• [Data shown]
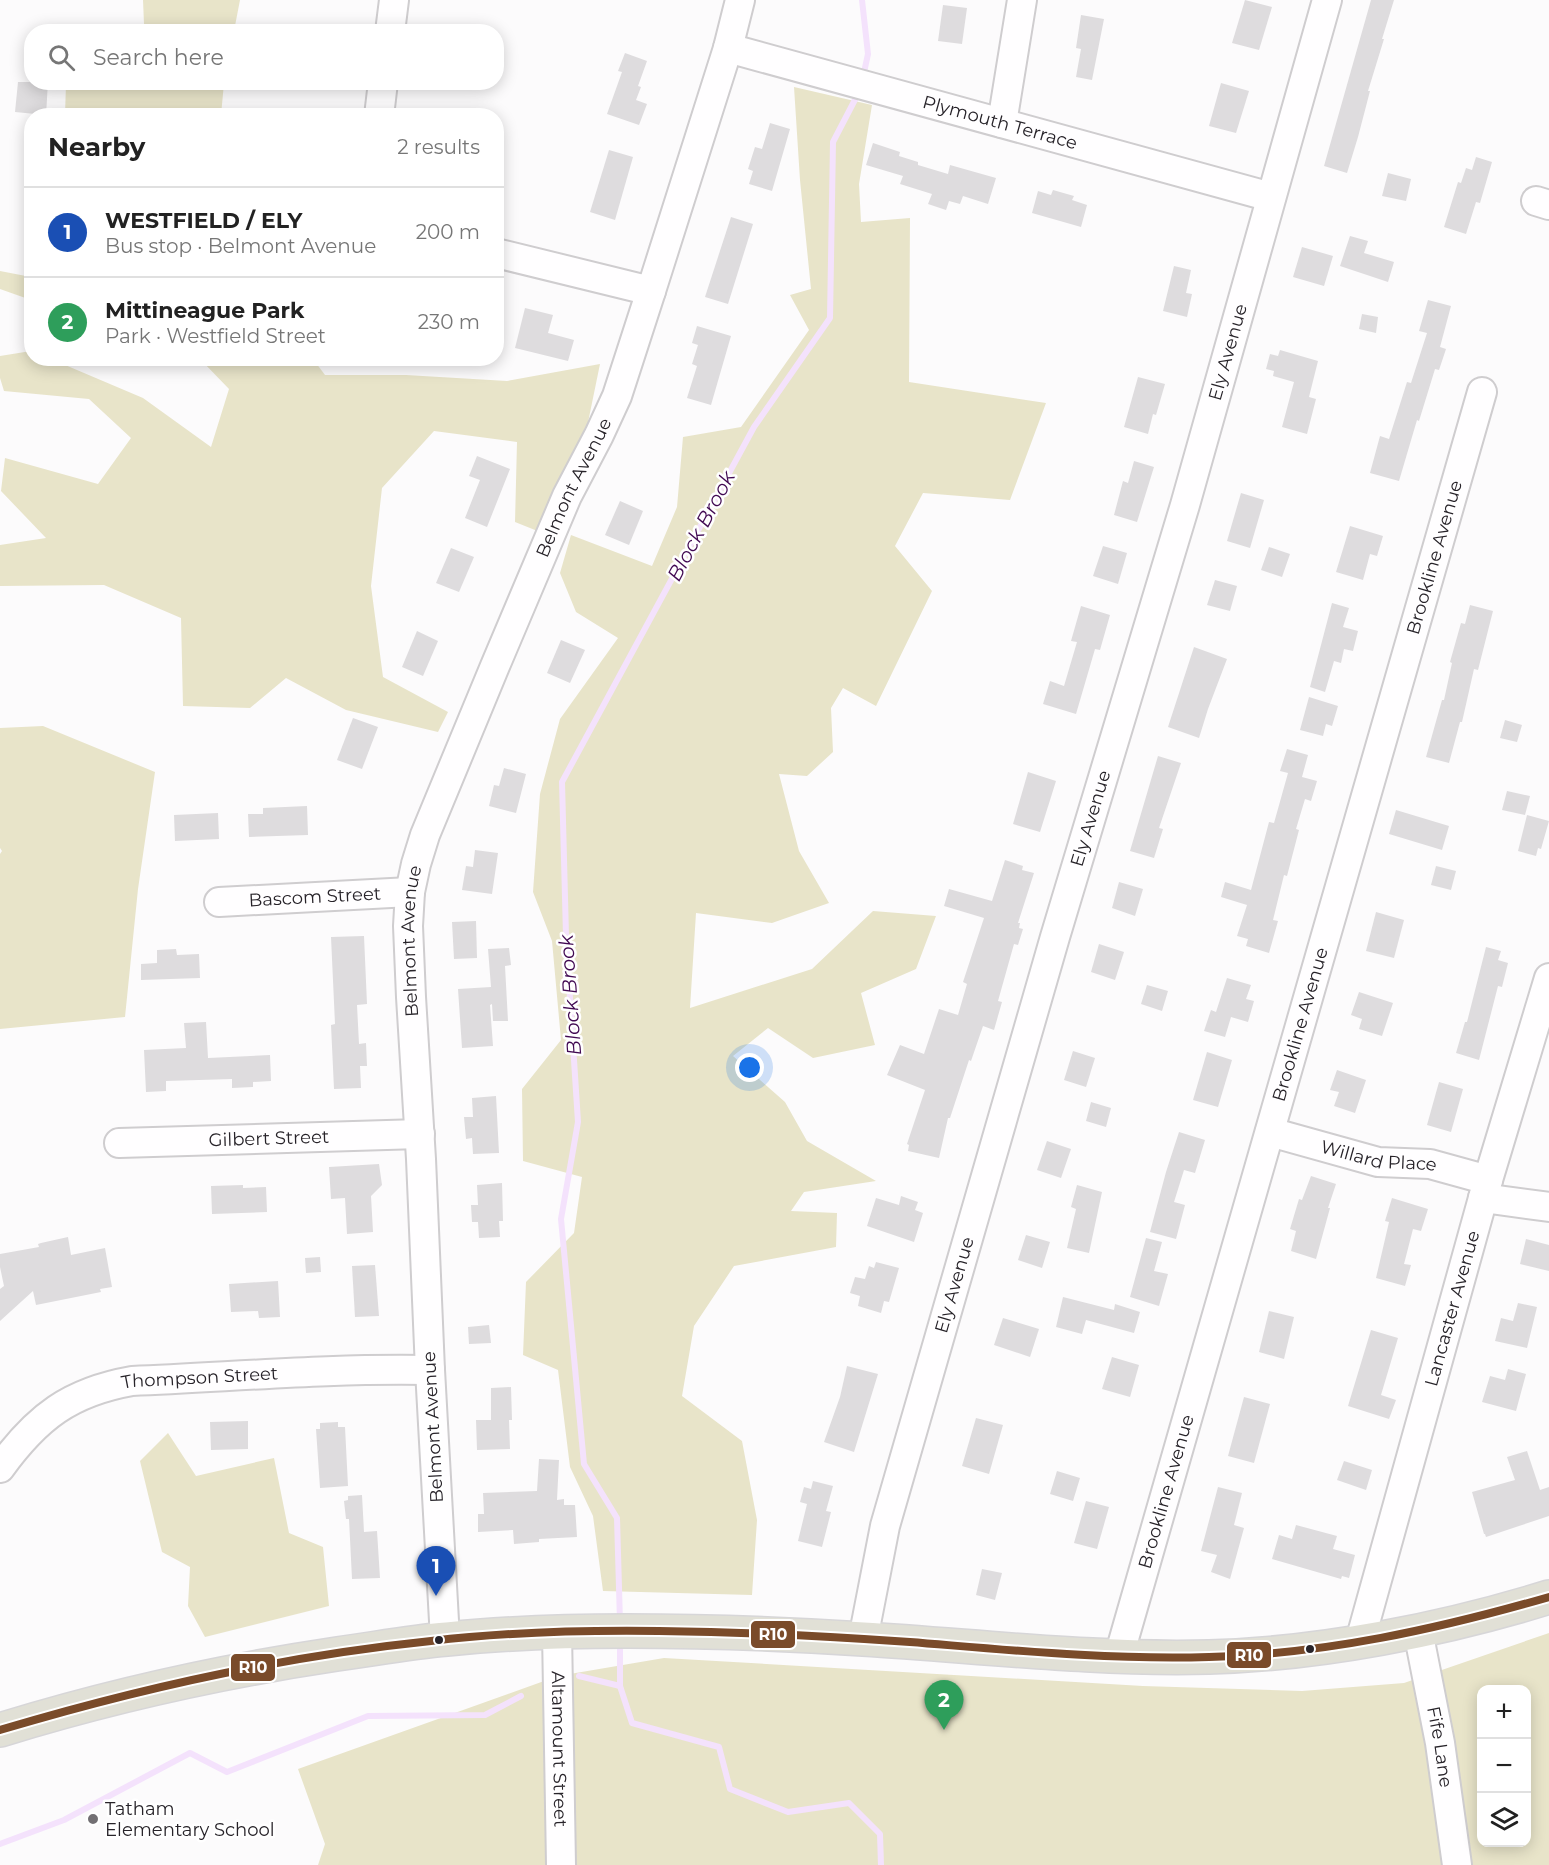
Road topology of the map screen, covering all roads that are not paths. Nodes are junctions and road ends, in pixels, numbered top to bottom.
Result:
1 (394, 0) edge
2 (740, 0) edge
3 (1022, 0) edge
4 (1327, 0) edge
5 (391, 24) edge
6 (729, 48) junction
7 (382, 90) edge
8 (380, 108) edge
9 (1002, 123) junction
10 (1271, 197) junction
11 (504, 255) edge
12 (651, 291) junction
13 (1482, 392) dead end
14 (410, 892) junction
15 (219, 902) dead end
16 (1549, 978) edge
17 (1270, 1132) junction
18 (420, 1134) junction
19 (118, 1143) dead end
20 (1486, 1189) junction
21 (1549, 1207) edge
22 (430, 1370) junction
23 (0, 1468) edge
24 (1549, 1597) edge
25 (1418, 1631) junction
26 (557, 1632) junction
27 (445, 1639) junction
28 (862, 1639) junction
29 (1360, 1641) junction
30 (1119, 1656) junction
31 (0, 1730) edge
32 (561, 1865) edge
33 (1457, 1865) edge

1 - 5 street
2 - 6 street, Belmont Avenue
3 - 9 street
4 - 10 street, Ely Avenue
6 - 9 street, Plymouth Terrace
6 - 12 street, Belmont Avenue
7 - 8 street
9 - 10 street, Plymouth Terrace
10 - 28 street, Ely Avenue
11 - 12 street
12 - 14 street, Belmont Avenue
13 - 17 street, Brookline Avenue
14 - 15 street, Bascom Street
14 - 18 street, Belmont Avenue
16 - 20 street, Lancaster Avenue
17 - 20 street, Willard Place
17 - 30 street, Brookline Avenue
18 - 19 street, Gilbert Street
18 - 22 street, Belmont Avenue
20 - 21 street, Willard Place
20 - 29 street, Lancaster Avenue
22 - 23 street, Thompson Street
22 - 27 street, Belmont Avenue
24 - 25 main road
25 - 29 main road
25 - 33 street, Fife Lane
26 - 27 main road
26 - 28 main road
26 - 32 street, Altamount Street
27 - 31 main road
28 - 30 main road
29 - 30 main road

• [The task]
When printing the entries, leave out the images and keep everything else exact.

• [Result of the task]
Road topology of the map screen, covering all roads that are not paths. Nodes are junctions and road ends, in pixels, numbered top to bottom.
Result:
1 (394, 0) edge
2 (740, 0) edge
3 (1022, 0) edge
4 (1327, 0) edge
5 (391, 24) edge
6 (729, 48) junction
7 (382, 90) edge
8 (380, 108) edge
9 (1002, 123) junction
10 (1271, 197) junction
11 (504, 255) edge
12 (651, 291) junction
13 (1482, 392) dead end
14 (410, 892) junction
15 (219, 902) dead end
16 (1549, 978) edge
17 (1270, 1132) junction
18 (420, 1134) junction
19 (118, 1143) dead end
20 (1486, 1189) junction
21 (1549, 1207) edge
22 (430, 1370) junction
23 (0, 1468) edge
24 (1549, 1597) edge
25 (1418, 1631) junction
26 (557, 1632) junction
27 (445, 1639) junction
28 (862, 1639) junction
29 (1360, 1641) junction
30 (1119, 1656) junction
31 (0, 1730) edge
32 (561, 1865) edge
33 (1457, 1865) edge

1 - 5 street
2 - 6 street, Belmont Avenue
3 - 9 street
4 - 10 street, Ely Avenue
6 - 9 street, Plymouth Terrace
6 - 12 street, Belmont Avenue
7 - 8 street
9 - 10 street, Plymouth Terrace
10 - 28 street, Ely Avenue
11 - 12 street
12 - 14 street, Belmont Avenue
13 - 17 street, Brookline Avenue
14 - 15 street, Bascom Street
14 - 18 street, Belmont Avenue
16 - 20 street, Lancaster Avenue
17 - 20 street, Willard Place
17 - 30 street, Brookline Avenue
18 - 19 street, Gilbert Street
18 - 22 street, Belmont Avenue
20 - 21 street, Willard Place
20 - 29 street, Lancaster Avenue
22 - 23 street, Thompson Street
22 - 27 street, Belmont Avenue
24 - 25 main road
25 - 29 main road
25 - 33 street, Fife Lane
26 - 27 main road
26 - 28 main road
26 - 32 street, Altamount Street
27 - 31 main road
28 - 30 main road
29 - 30 main road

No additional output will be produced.